=== TASK DETAILS ===
Among the entries below, count the lines where the string "roads" occurs, and give only the number.

Collected data entries
********
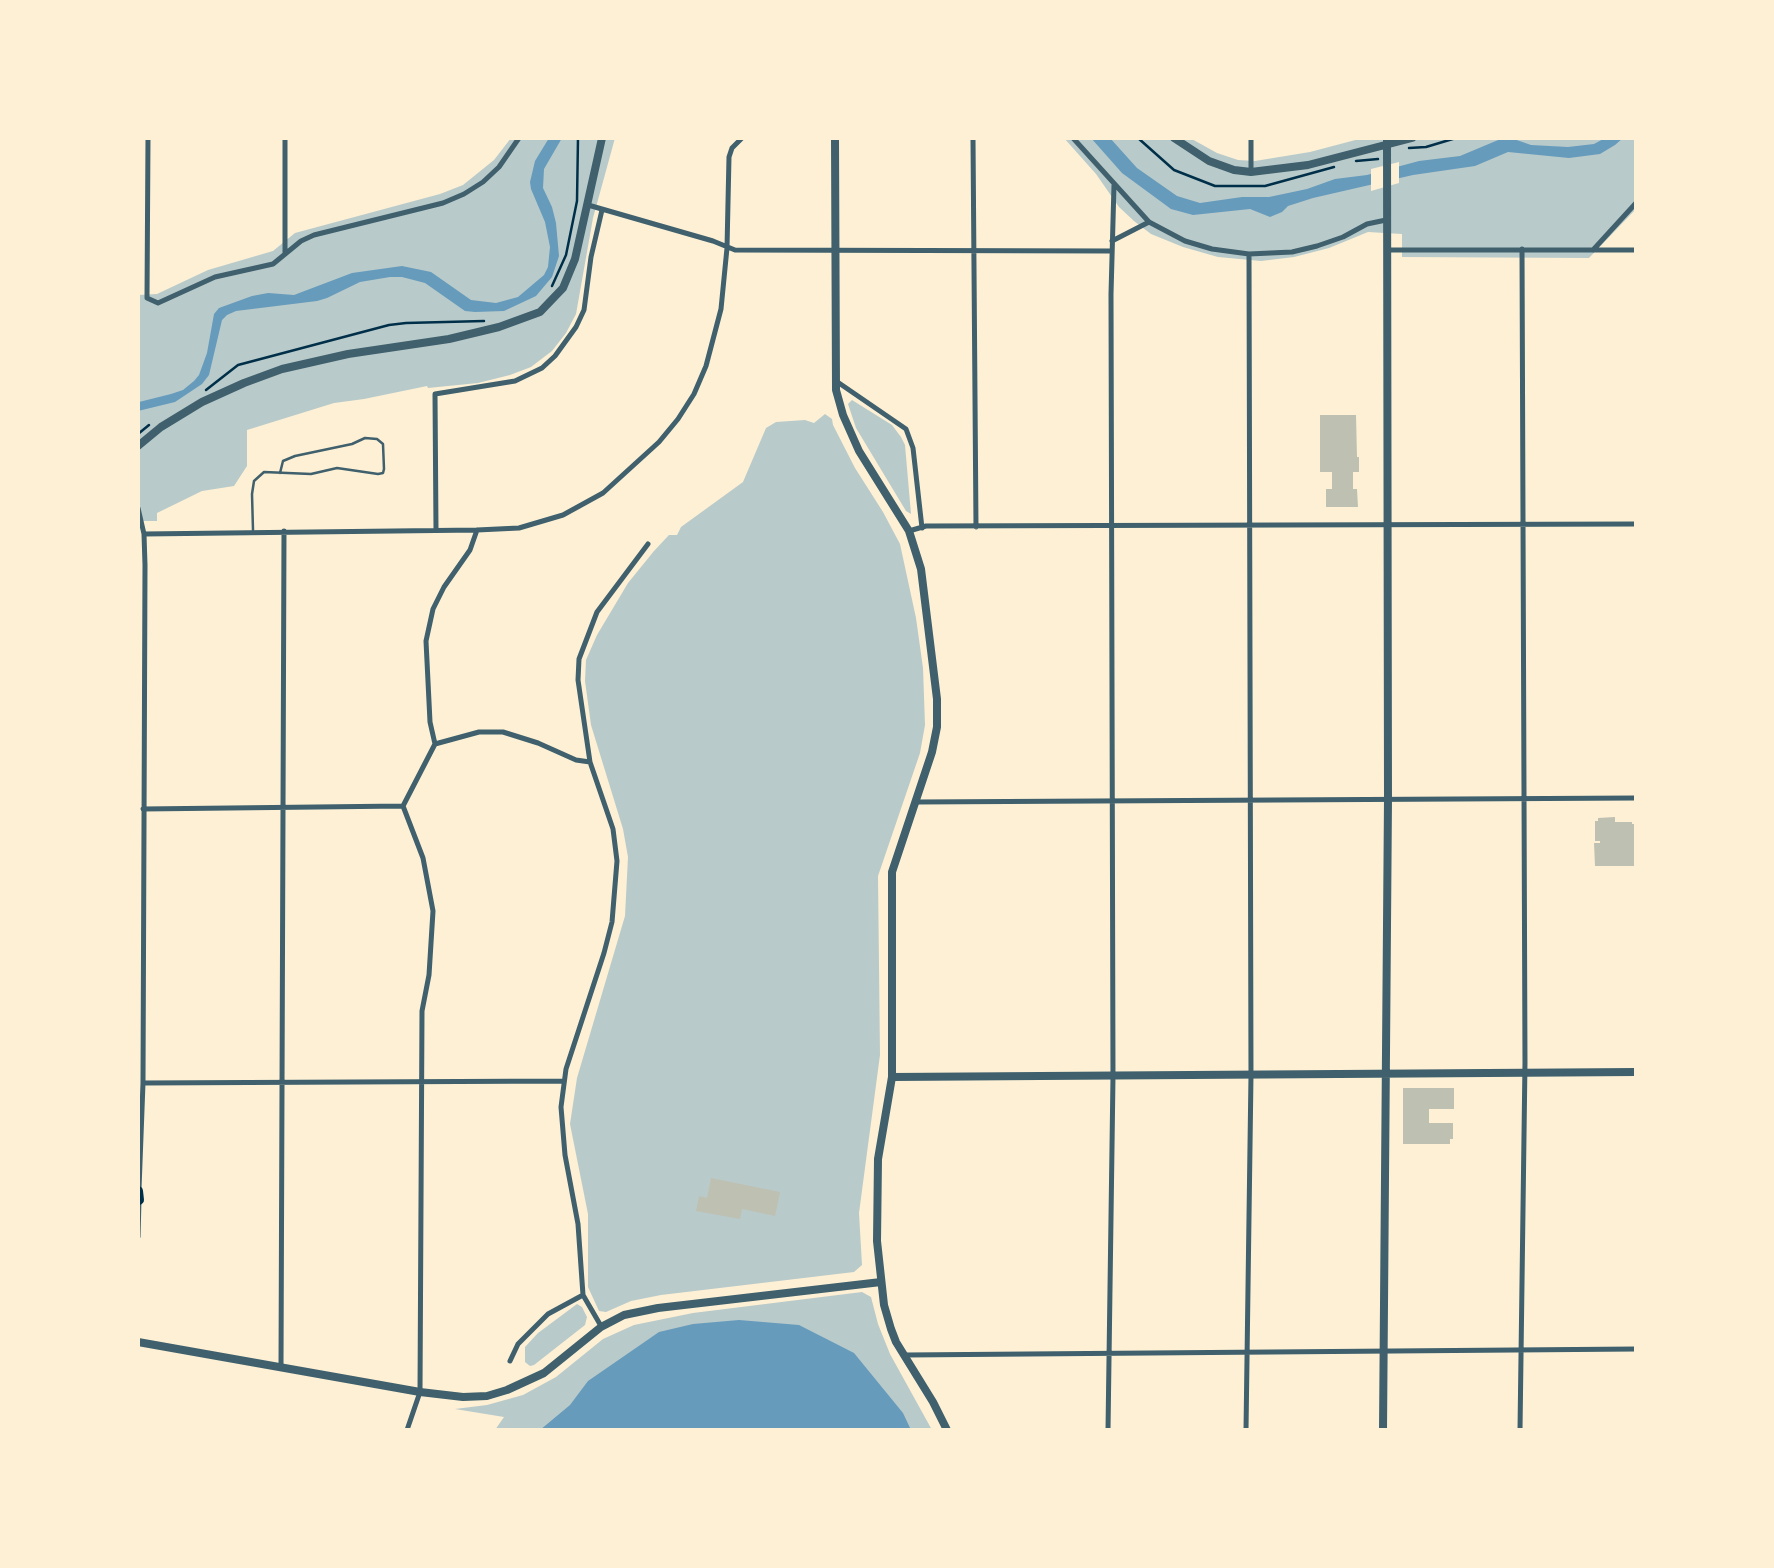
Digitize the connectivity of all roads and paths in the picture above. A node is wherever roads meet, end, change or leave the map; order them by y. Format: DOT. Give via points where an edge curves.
graph roads {
  1 [pos="148,138"];
  2 [pos="284,138"];
  3 [pos="519,138"];
  4 [pos="578,138"];
  5 [pos="602,138"];
  6 [pos="742,138"];
  7 [pos="835,138"];
  8 [pos="973,138"];
  9 [pos="1073,138"];
  10 [pos="1174,138"];
  11 [pos="1251,138"];
  12 [pos="1412,138"];
  13 [pos="1456,138"];
  14 [pos="1386,141"];
  15 [pos="1404,148"];
  16 [pos="1251,172"];
  17 [pos="1114,185"];
  18 [pos="1636,203"];
  19 [pos="588,206"];
  20 [pos="602,210"];
  21 [pos="1386,220"];
  22 [pos="1149,222"];
  23 [pos="1112,241"];
  24 [pos="727,248"];
  25 [pos="1522,248"];
  26 [pos="836,250"];
  27 [pos="973,250"];
  28 [pos="1388,250"];
  29 [pos="1593,250"];
  30 [pos="1636,250"];
  31 [pos="1112,251"];
  32 [pos="1249,254"];
  33 [pos="285,255"];
  34 [pos="549,290"];
  35 [pos="493,320"];
  36 [pos="836,381"];
  37 [pos="204,391"];
  38 [pos="153,422"];
  39 [pos="138,434"];
  40 [pos="138,446"];
  41 [pos="280,473"];
  42 [pos="138,508"];
  43 [pos="1524,524"];
  44 [pos="1636,524"];
  45 [pos="1388,525"];
  46 [pos="1113,526"];
  47 [pos="1250,526"];
  48 [pos="976,527"];
  49 [pos="922,528"];
  50 [pos="436,530"];
  51 [pos="477,530"];
  52 [pos="284,531"];
  53 [pos="910,531"];
  54 [pos="253,532"];
  55 [pos="144,534"];
  56 [pos="648,544"];
  57 [pos="435,744"];
  58 [pos="590,762"];
  59 [pos="1636,798"];
  60 [pos="1524,799"];
  61 [pos="1250,800"];
  62 [pos="1388,800"];
  63 [pos="1113,801"];
  64 [pos="917,802"];
  65 [pos="403,806"];
  66 [pos="282,807"];
  67 [pos="143,808"];
  68 [pos="1636,1072"];
  69 [pos="1387,1073"];
  70 [pos="1524,1073"];
  71 [pos="1251,1075"];
  72 [pos="1113,1076"];
  73 [pos="892,1078"];
  74 [pos="422,1081"];
  75 [pos="564,1081"];
  76 [pos="283,1082"];
  77 [pos="143,1083"];
  78 [pos="138,1195"];
  79 [pos="138,1237"];
  80 [pos="881,1282"];
  81 [pos="583,1295"];
  82 [pos="602,1328"];
  83 [pos="138,1342"];
  84 [pos="1636,1349"];
  85 [pos="1384,1350"];
  86 [pos="1521,1350"];
  87 [pos="1247,1352"];
  88 [pos="1110,1353"];
  89 [pos="903,1355"];
  90 [pos="510,1361"];
  91 [pos="281,1366"];
  92 [pos="420,1392"];
  93 [pos="407,1430"];
  94 [pos="947,1430"];
  95 [pos="1108,1430"];
  96 [pos="1246,1430"];
  97 [pos="1383,1430"];
  98 [pos="1520,1430"];
  1 -- 33 [label="street" via="147,298 158,303"];
  2 -- 33 [label="street"];
  3 -- 33 [label="street" via="500,167 464,194 314,236"];
  4 -- 34 [label="path" via="571,234"];
  5 -- 19 [label="street"];
  6 -- 24 [label="street" via="728,157"];
  7 -- 26 [label="street"];
  8 -- 27 [label="street"];
  9 -- 17 [label="street"];
  10 -- 16 [label="street" via="1209,162"];
  11 -- 16 [label="street"];
  12 -- 14 [label="street"];
  13 -- 15 [label="path"];
  14 -- 16 [label="street"];
  14 -- 21 [label="street"];
  17 -- 22 [label="street"];
  17 -- 23 [label="street"];
  18 -- 29 [label="street"];
  19 -- 20 [label="street"];
  19 -- 40 [label="street" via="569,275 540,312 461,336 282,370 202,402"];
  20 -- 24 [label="street"];
  20 -- 50 [label="street" via="584,310 554,356 516,381 435,394"];
  21 -- 28 [label="street"];
  21 -- 32 [label="street" via="1318,246"];
  22 -- 23 [label="street"];
  22 -- 32 [label="street" via="1185,241"];
  23 -- 31 [label="street"];
  24 -- 26 [label="street"];
  24 -- 51 [label="street" via="706,366 659,442 583,506 519,528"];
  25 -- 28 [label="street"];
  25 -- 29 [label="street"];
  25 -- 43 [label="street"];
  26 -- 27 [label="street"];
  26 -- 36 [label="street"];
  27 -- 31 [label="street"];
  27 -- 48 [label="street"];
  28 -- 45 [label="street"];
  29 -- 30 [label="street"];
  31 -- 46 [label="street"];
  32 -- 47 [label="street"];
  35 -- 37 [label="path" via="406,322 315,344 238,366"];
  36 -- 49 [label="street" via="906,429"];
  36 -- 53 [label="street" via="859,452"];
  38 -- 39 [label="path"];
  41 -- 41 [label="lane" via="382,473 384,444 365,438 295,456"];
  41 -- 54 [label="lane" via="264,472 254,481"];
  42 -- 55 [label="street"];
  43 -- 44 [label="street"];
  43 -- 45 [label="street"];
  43 -- 60 [label="street"];
  45 -- 47 [label="street"];
  45 -- 62 [label="street"];
  46 -- 47 [label="street"];
  46 -- 48 [label="street"];
  46 -- 63 [label="street"];
  47 -- 61 [label="street"];
  48 -- 49 [label="street"];
  49 -- 53 [label="street"];
  50 -- 51 [label="street"];
  50 -- 52 [label="street"];
  51 -- 57 [label="street" via="439,598 426,641"];
  52 -- 54 [label="street"];
  52 -- 66 [label="street"];
  53 -- 64 [label="street" via="921,568 937,728"];
  54 -- 55 [label="street"];
  55 -- 67 [label="street"];
  56 -- 58 [label="street" via="597,612 580,659"];
  57 -- 58 [label="street" via="503,732"];
  57 -- 65 [label="street"];
  58 -- 75 [label="street" via="612,830 616,892"];
  59 -- 60 [label="street"];
  60 -- 62 [label="street"];
  60 -- 70 [label="street"];
  61 -- 62 [label="street"];
  61 -- 63 [label="street"];
  61 -- 71 [label="street"];
  62 -- 69 [label="street"];
  63 -- 64 [label="street"];
  63 -- 72 [label="street"];
  64 -- 73 [label="street" via="892,872"];
  65 -- 66 [label="street"];
  65 -- 74 [label="street" via="433,911"];
  66 -- 67 [label="street"];
  66 -- 76 [label="street"];
  67 -- 77 [label="street"];
  68 -- 70 [label="street"];
  69 -- 70 [label="street"];
  69 -- 71 [label="street"];
  69 -- 85 [label="street"];
  70 -- 86 [label="street"];
  71 -- 72 [label="street"];
  71 -- 87 [label="street"];
  72 -- 73 [label="street"];
  72 -- 88 [label="street"];
  73 -- 80 [label="street" via="877,1172"];
  74 -- 75 [label="street"];
  74 -- 76 [label="street"];
  74 -- 92 [label="street"];
  75 -- 81 [label="street" via="562,1131"];
  76 -- 77 [label="street"];
  76 -- 91 [label="street"];
  77 -- 78 [label="street"];
  78 -- 79 [label="street"];
  80 -- 82 [label="street" via="658,1308"];
  80 -- 89 [label="street"];
  81 -- 82 [label="street"];
  81 -- 90 [label="street" via="548,1314"];
  82 -- 92 [label="street" via="544,1373 507,1390 486,1396"];
  83 -- 91 [label="street"];
  84 -- 86 [label="street"];
  85 -- 86 [label="street"];
  85 -- 87 [label="street"];
  85 -- 97 [label="street"];
  86 -- 98 [label="street"];
  87 -- 88 [label="street"];
  87 -- 96 [label="street"];
  88 -- 89 [label="street"];
  88 -- 95 [label="street"];
  89 -- 94 [label="street"];
  91 -- 92 [label="street"];
  92 -- 93 [label="street"];
}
********
=== RESULT ===
2